What is Topic Modelling?


  • A form of unsupervised machine learning used to identify categories of meaning in collections of texts.
  • Developed for information search and retrieval.
  • Increasingly employed by scholars of history and literature to model meaning in their texts.

Topic modelling begins with the insight that texts are constructed from building blocks called "topics".

Topic modelling algorithms use information in the texts themselves to generate these topics.

We can explore the results of this process in order to learn something about the texts that were used to create the model.

A topic model can produce amazing, magical insights about your texts...

Image of castle
King Arthur: Camelot!
Sir Lancelot: Camelot!
Sir Galahad: Camelot!
Squire: It's only a model.

Workshop Plan

  1. The text analysis workflow
  2. How topic modelling works
  3. What do you need to do topic modelling?
  4. Methodological and theoretical discussion
  5. Hands on practice (for those who want to stay)

The Text Analysis Workflow

What is Text Analysis?

(my current definition)


(Computationally) finding quantitative patterns in natural language samples and attributing meaning to these patterns.

Basic Workflow Steps

  1. Pre-Processing (e.g. removal of punctuation, stopwords, etc.)
  2. Statistical Processing (e.g. cluster analysis, topic modelling)
  3. Visualisation (using charts or graphs to explore data)
  4. Iterative Experimentation
  5. Constructing a Narrative of Meaning

Deformance

Pre-processing creates a “deformed” version of the original text for analysis.

Statistical processing transforms the text from natural language to quantitative data.
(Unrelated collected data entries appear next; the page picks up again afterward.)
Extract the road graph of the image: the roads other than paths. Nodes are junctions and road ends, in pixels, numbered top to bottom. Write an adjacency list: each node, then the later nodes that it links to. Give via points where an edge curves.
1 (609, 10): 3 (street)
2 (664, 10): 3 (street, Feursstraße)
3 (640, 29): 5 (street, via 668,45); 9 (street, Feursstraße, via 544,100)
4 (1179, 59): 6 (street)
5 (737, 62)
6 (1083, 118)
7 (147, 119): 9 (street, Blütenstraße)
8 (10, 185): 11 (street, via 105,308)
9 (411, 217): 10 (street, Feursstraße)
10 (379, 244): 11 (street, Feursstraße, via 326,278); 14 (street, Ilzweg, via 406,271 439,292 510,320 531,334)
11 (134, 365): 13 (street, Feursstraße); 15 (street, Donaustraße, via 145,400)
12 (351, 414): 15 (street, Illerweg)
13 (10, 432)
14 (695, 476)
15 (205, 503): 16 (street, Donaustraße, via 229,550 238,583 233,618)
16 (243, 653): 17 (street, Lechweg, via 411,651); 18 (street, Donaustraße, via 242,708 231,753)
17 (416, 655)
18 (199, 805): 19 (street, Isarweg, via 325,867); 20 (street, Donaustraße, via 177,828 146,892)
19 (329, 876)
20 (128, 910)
This type of “deformance” typically involves dimensionality reduction, a simplification of the data so that it can be represented in two-dimensional space.


See Samuels, Lisa, and Jerome McGann. “Deformance and Interpretation.” New Literary History 30.1 (1999) : 25–56.

Narrative of Meaning

A “narrative of meaning” is an account of the significance of the results of text analysis.

Such a narrative must include an account of the decisions made as part of pre-processing, statistical processing, and visualisation steps in the workflow.

Useful Terminology

  • Document: a whole text or a segment of a text.
  • Token: an individual occurrence of a countable item in a document (typically a word).
  • Term (also Type): A distinct form of a token that may occur one or more times in a document.
  • Bag of Words: Set of tokens or terms lacking their order or placement in the original source text(s).
  • Document-Term Matrix (DTM): A table showing the number of times each term occurs in each document.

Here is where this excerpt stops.